Dataset entries:
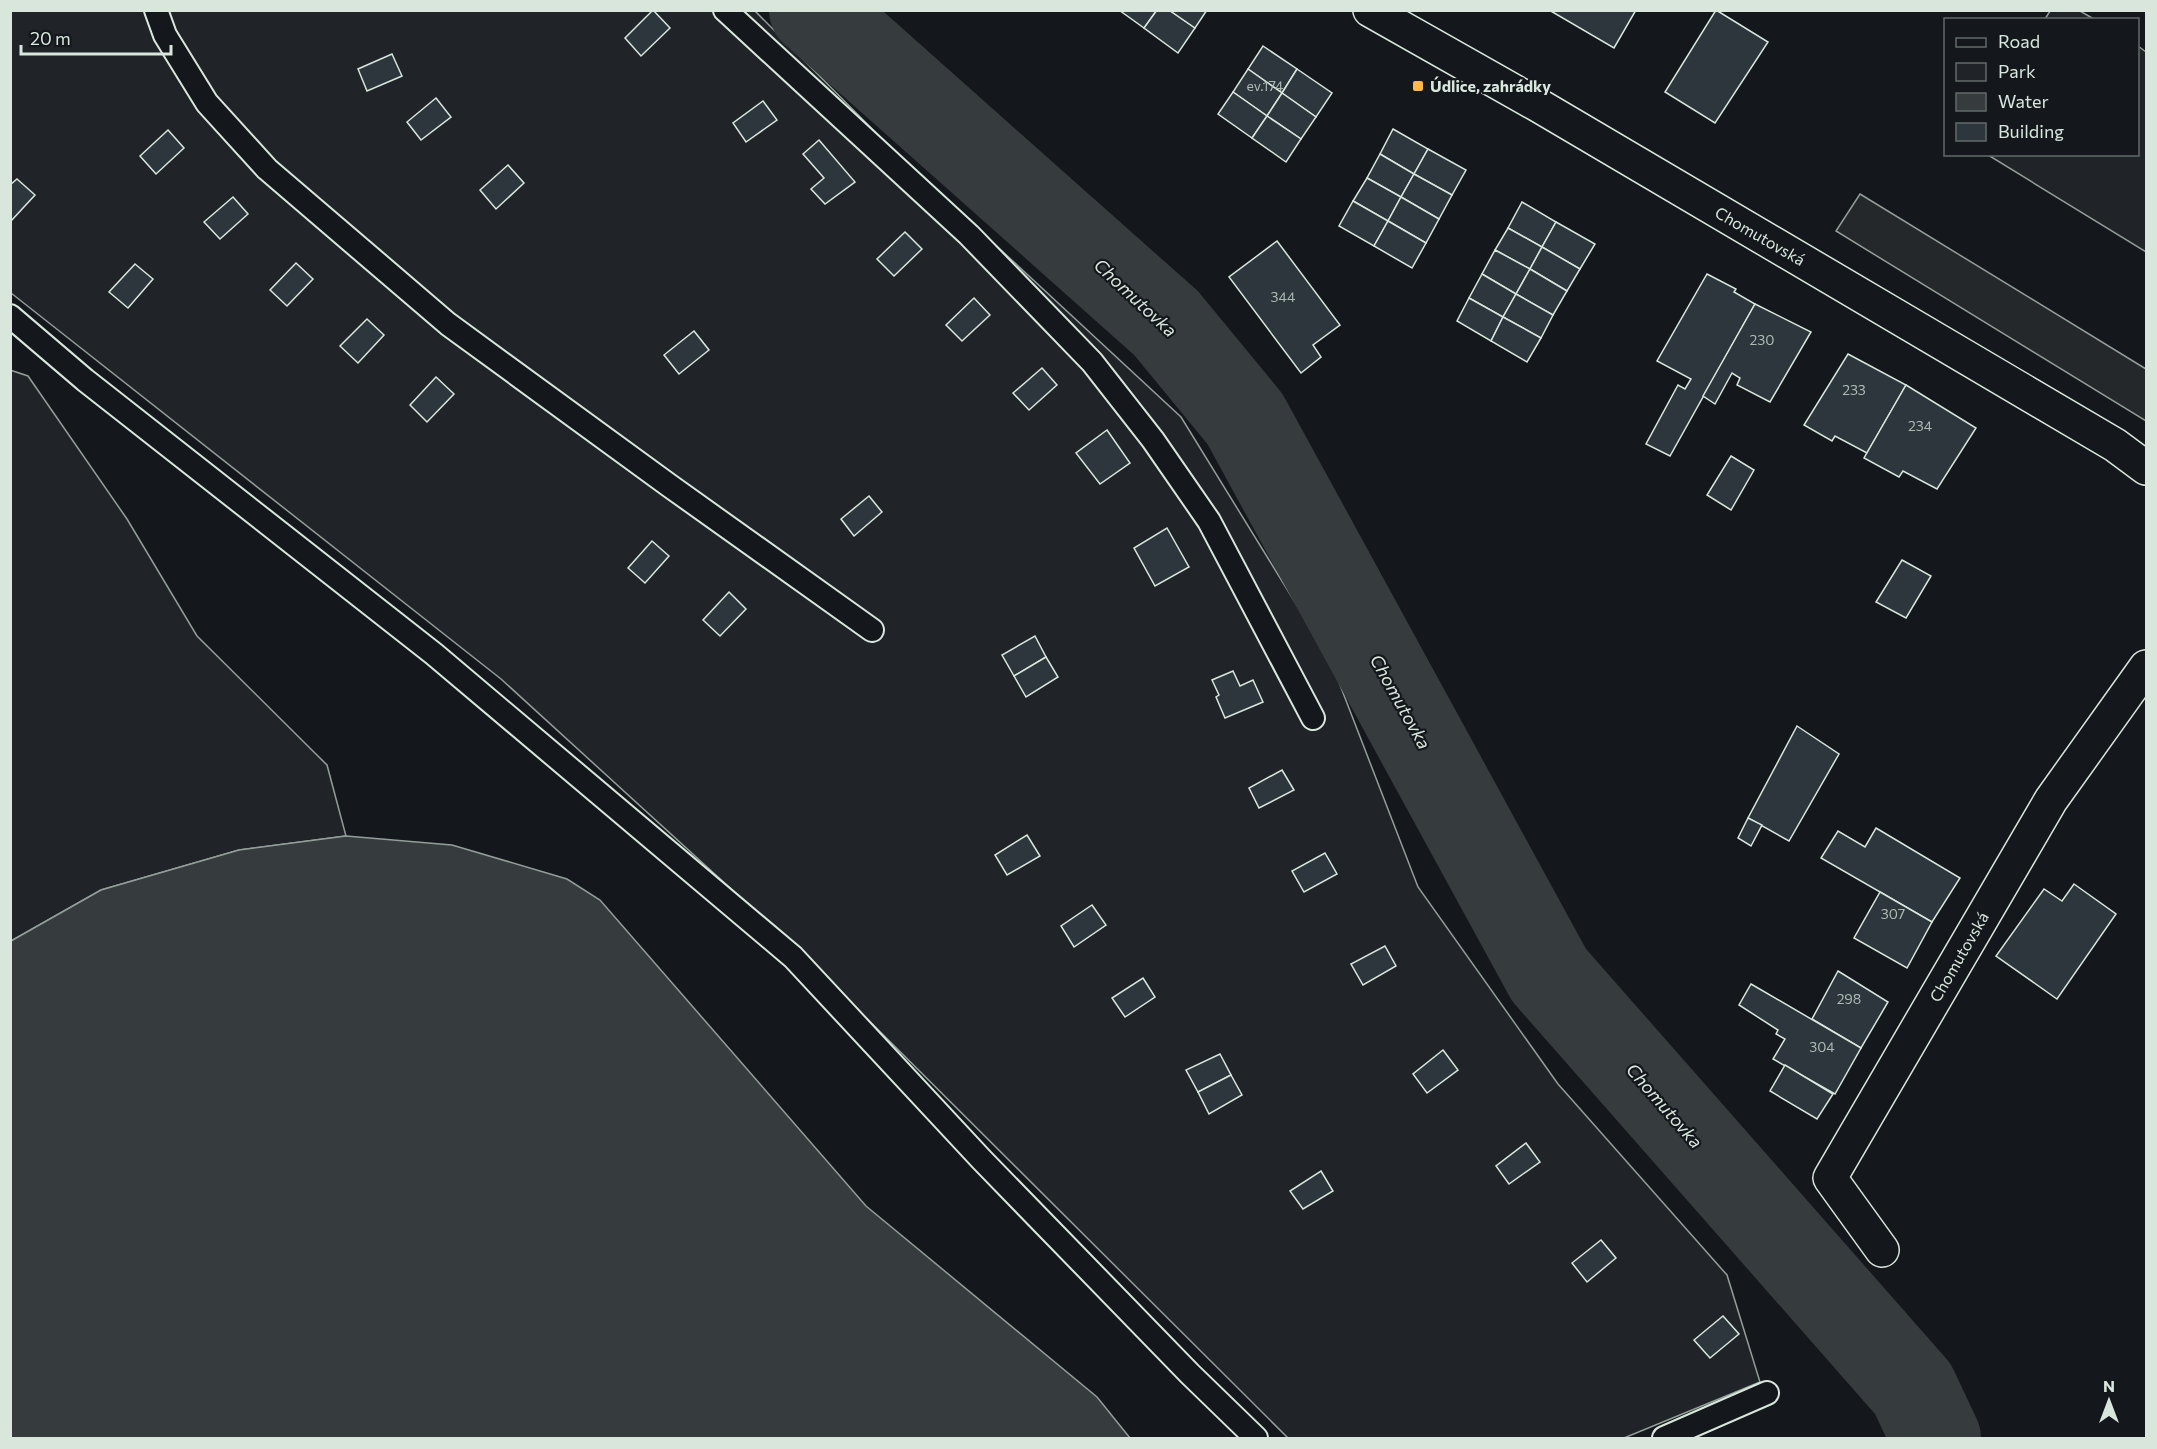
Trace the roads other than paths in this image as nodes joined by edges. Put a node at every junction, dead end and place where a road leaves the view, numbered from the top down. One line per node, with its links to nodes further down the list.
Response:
1 (156, 10): 6 (lane)
2 (725, 10): 8 (lane)
3 (1370, 10): 5 (street, Chomutovská)
4 (10, 316): 11 (lane)
5 (2146, 468)
6 (872, 630)
7 (2146, 668): 9 (street, Chomutovská)
8 (1313, 718)
9 (1882, 1250)
10 (1767, 1393): 12 (lane)
11 (1256, 1438)
12 (1664, 1438)

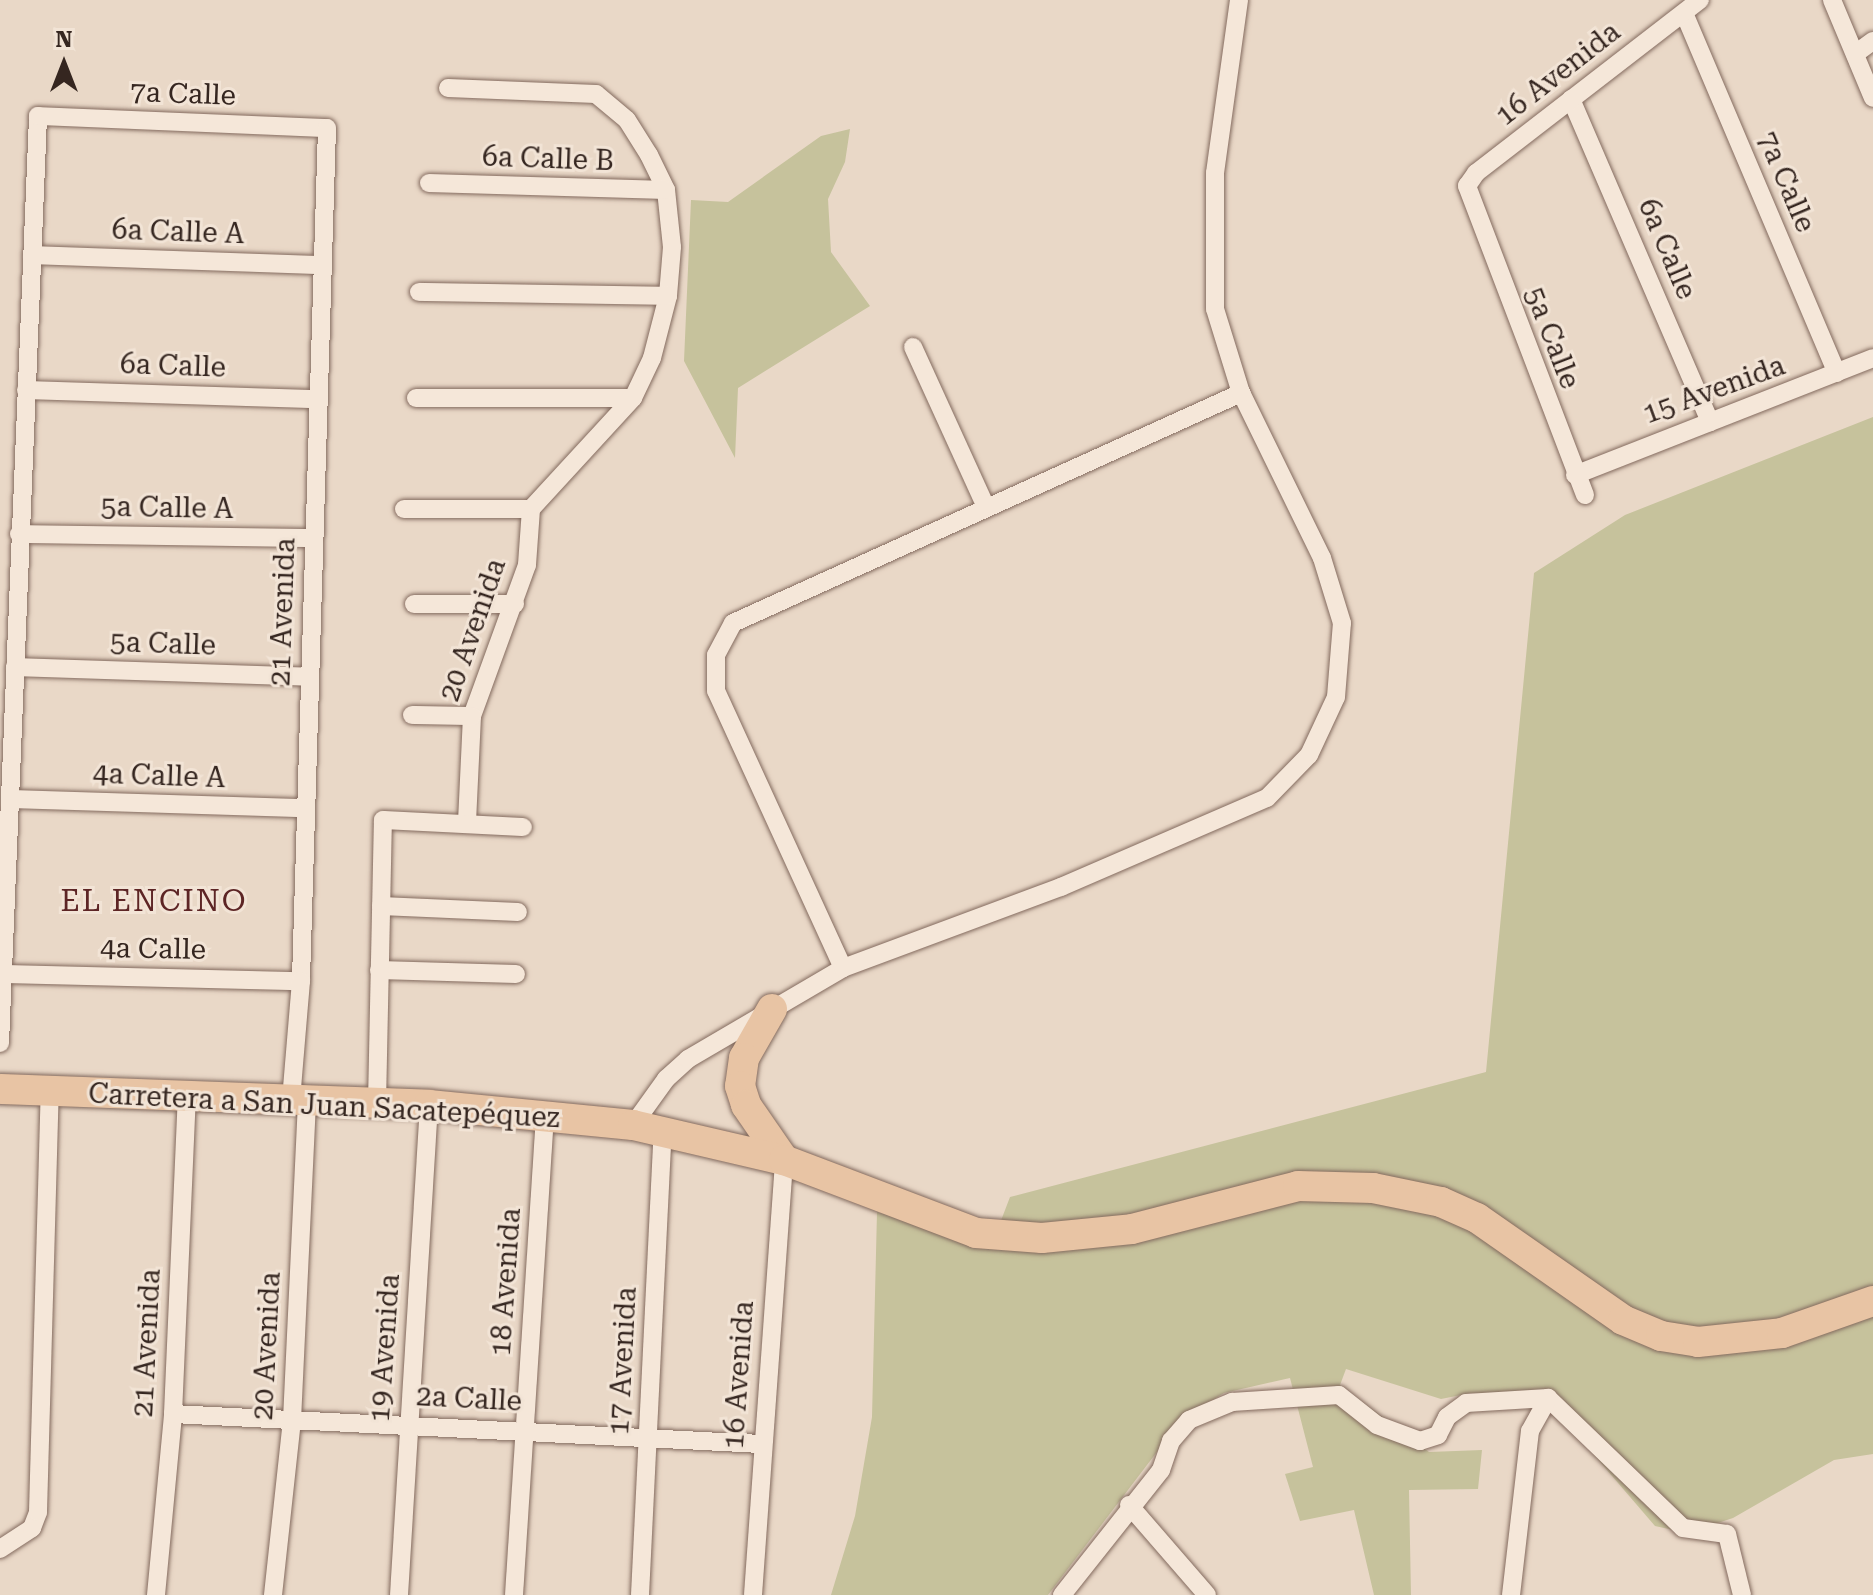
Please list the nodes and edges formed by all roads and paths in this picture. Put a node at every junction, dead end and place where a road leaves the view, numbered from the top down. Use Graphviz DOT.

• _How to complete this task_: Quote every record above exactly, leaving out the pictures.

• _Worked solution_:
Trace the roads other than paths in this image as nodes joined by edges. Put a node at every junction, dead end and place where a road leaves the view, numbered from the top down. One line per node, with its links to nodes further down the list.
Response:
1 (156, 10): 6 (lane)
2 (725, 10): 8 (lane)
3 (1370, 10): 5 (street, Chomutovská)
4 (10, 316): 11 (lane)
5 (2146, 468)
6 (872, 630)
7 (2146, 668): 9 (street, Chomutovská)
8 (1313, 718)
9 (1882, 1250)
10 (1767, 1393): 12 (lane)
11 (1256, 1438)
12 (1664, 1438)

Please list the nodes and edges formed by all roads and paths in this picture. Put a node at every junction, dead end and place where a road leaves the view, numbered from the top down. Use Graphviz DOT.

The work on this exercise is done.